6.  Invest without homework.  This is a close cousin to the Zen Method of Finance.  Here’s a red flag… if you “feel” like something is a good investment, stop what you’re doing and open a freakin’ spreadsheet.  You should not be feeling anything except the sensational joy of flipping the double rods to The Great American Waste of Time (most jobs) at the end of your accelerated journey through the Financial Forest of Doom.  In short, if you feel like you don’t know what you’re doing, you don’t know what you’re doing, and you need to spend 80 more hours crunching numbers until you vomit.  Then proceed.

7.  Don’t pay yourself first.  In my book (yes, there’s a book), this is the most powerful tool in the financial freedom fighter handbook.  It goes something like this:  do your homework, figure out exactly what you need to do to achieve financial freedom given your income and time horizon, pay yourself first.  Then – repeat.  There will always be dozens of methods to waste money, and if you’re not disciplined the best thing in the world is to keep your money away from You.  I keep my most liquid accounts as close to zero as possible because it forces me to be constantly aware of what’s going on.  As soon as dollar soldiers enlist – send them to battle immediately.
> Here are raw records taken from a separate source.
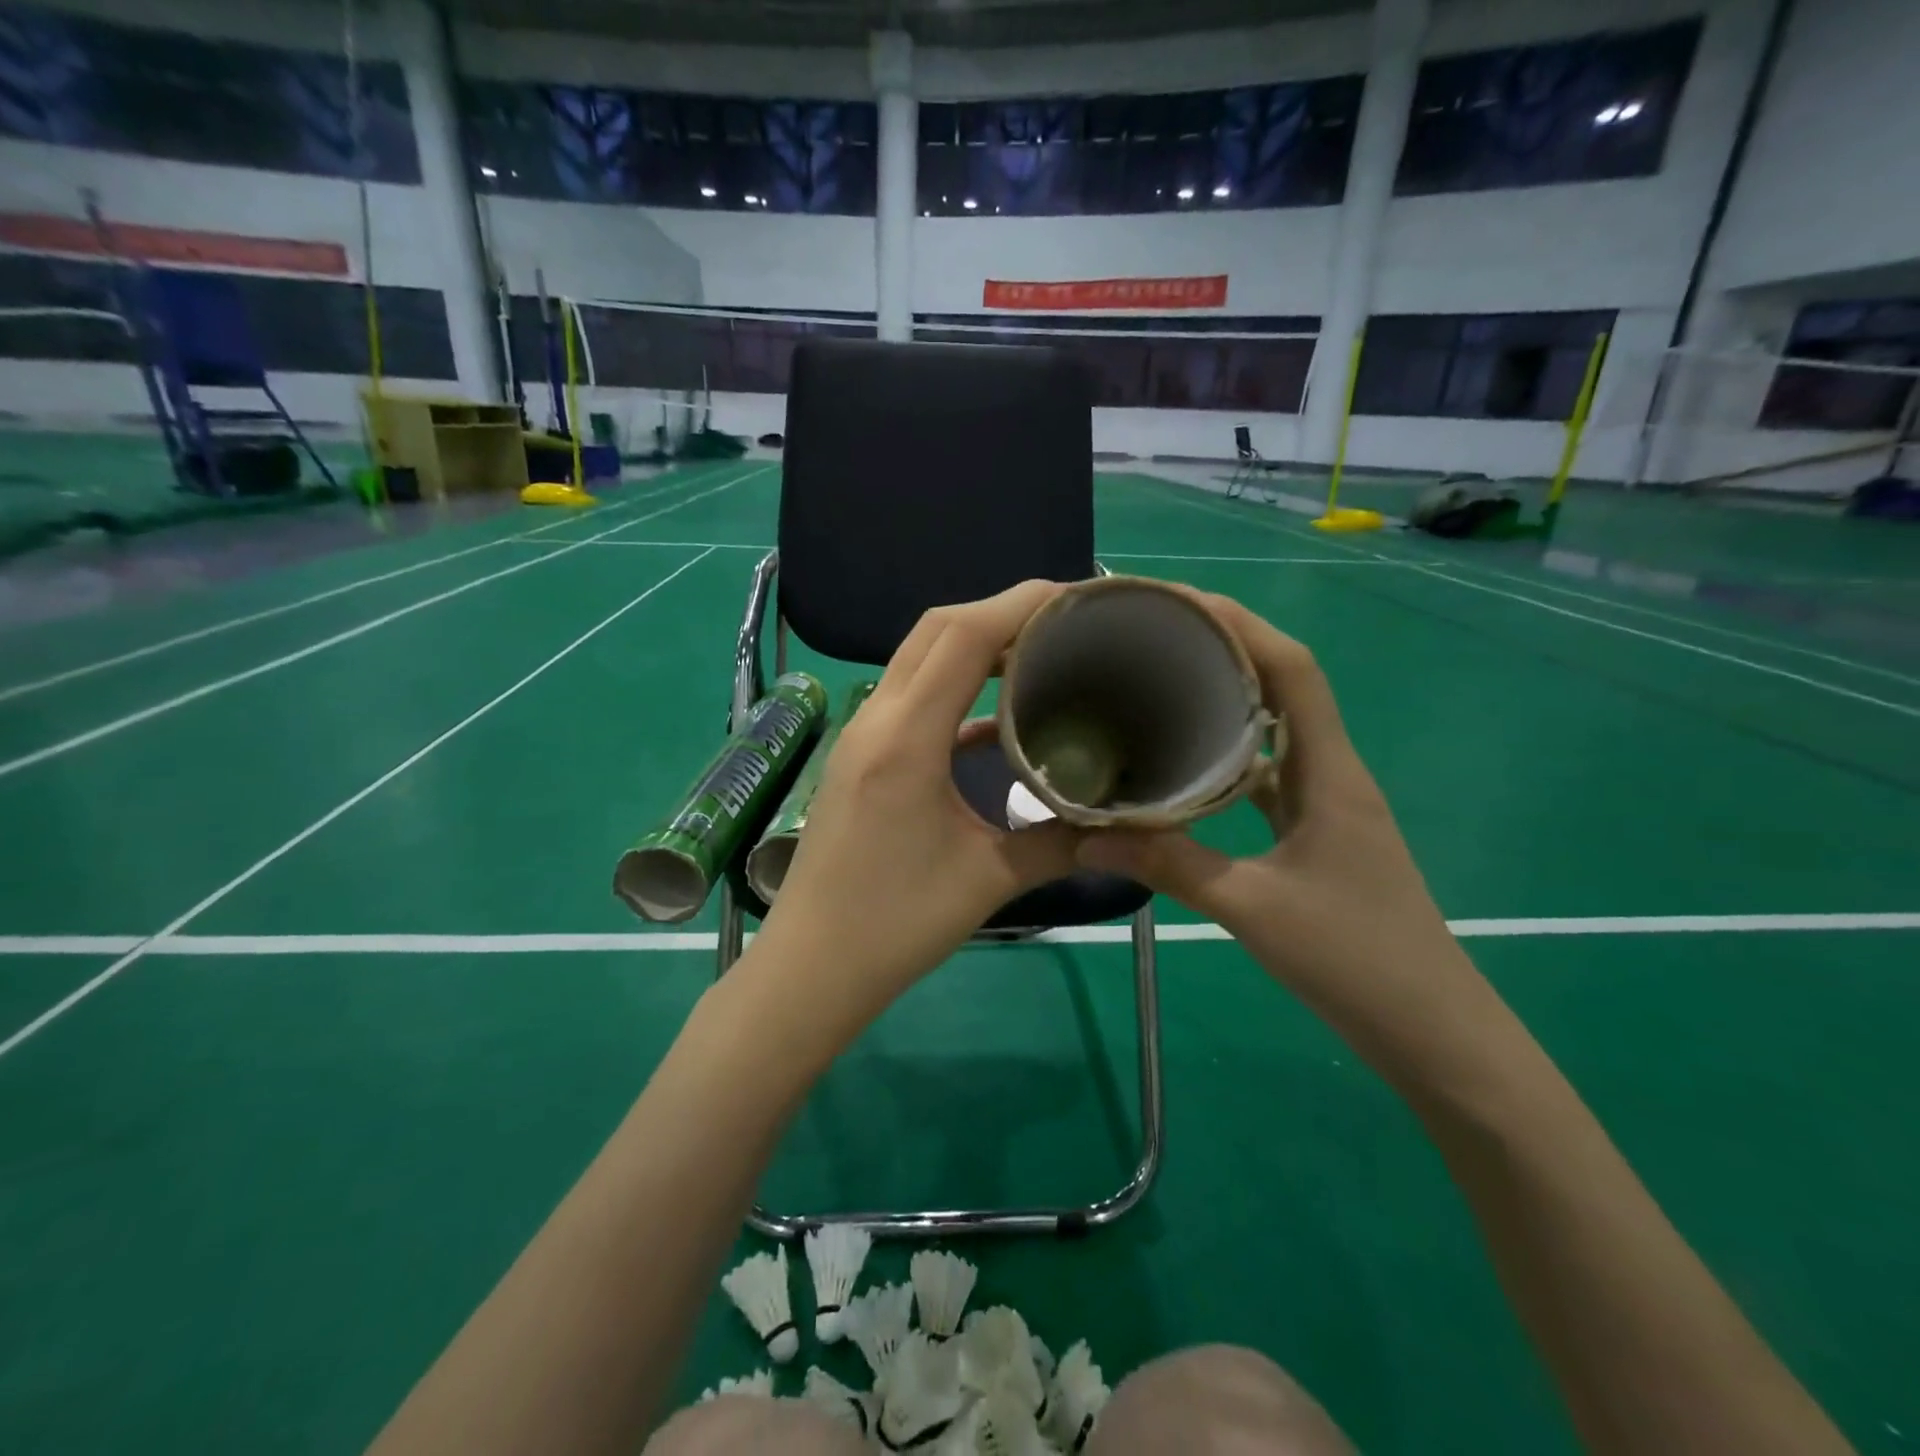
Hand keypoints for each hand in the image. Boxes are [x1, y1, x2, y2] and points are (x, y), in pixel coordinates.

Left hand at [747, 581, 1082, 1031]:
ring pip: (919, 657)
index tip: (1078, 599)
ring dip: (974, 645)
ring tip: (1037, 656)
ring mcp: (861, 735)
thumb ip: (1057, 841)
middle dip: (1001, 612)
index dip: (1022, 604)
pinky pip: (911, 697)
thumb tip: (1117, 819)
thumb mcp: (988, 881)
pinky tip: (994, 719)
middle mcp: (876, 719)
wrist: (811, 966)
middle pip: (936, 629)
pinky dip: (955, 689)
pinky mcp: (860, 757)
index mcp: (905, 738)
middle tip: (1064, 624)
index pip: (963, 636)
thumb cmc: (894, 925)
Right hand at [1074, 591, 1480, 1069]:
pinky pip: (1267, 776)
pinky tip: (1185, 767)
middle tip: (1156, 639)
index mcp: (1330, 773)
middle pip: (1283, 687)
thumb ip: (1171, 866)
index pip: (1294, 670)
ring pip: (1274, 731)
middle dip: (1226, 649)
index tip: (1182, 605)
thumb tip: (1085, 836)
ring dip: (1228, 700)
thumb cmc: (1356, 959)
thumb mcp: (1254, 908)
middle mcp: (1331, 774)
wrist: (1434, 1032)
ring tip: (1163, 687)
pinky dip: (1229, 757)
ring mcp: (1326, 805)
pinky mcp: (1316, 835)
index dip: (1243, 625)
8.  Pay the wrong debt.  Paying debt and being debt-free is an awesome feeling, but you also need to take some investment risk in order to grow which generally means using leverage in the most meaningful way.  The only time it’s okay to borrow money is if doing so will achieve a pre-determined financial goal.  By the way, going on vacation with a credit card is not a financial goal.  Sorry.  Many people like to pay the lowest debt balance first, but the most savings/return is realized when you pay the highest interest first.  Sure, if you’ve got piddly (technical term) debt balances, go ahead and clean them up, but the biggest impact will be to reduce and eliminate your highest interest debt.  All other debt should be constantly subject to very best refinancing terms in order to boost your cashflow and keep your money soldiers engaged and attacking.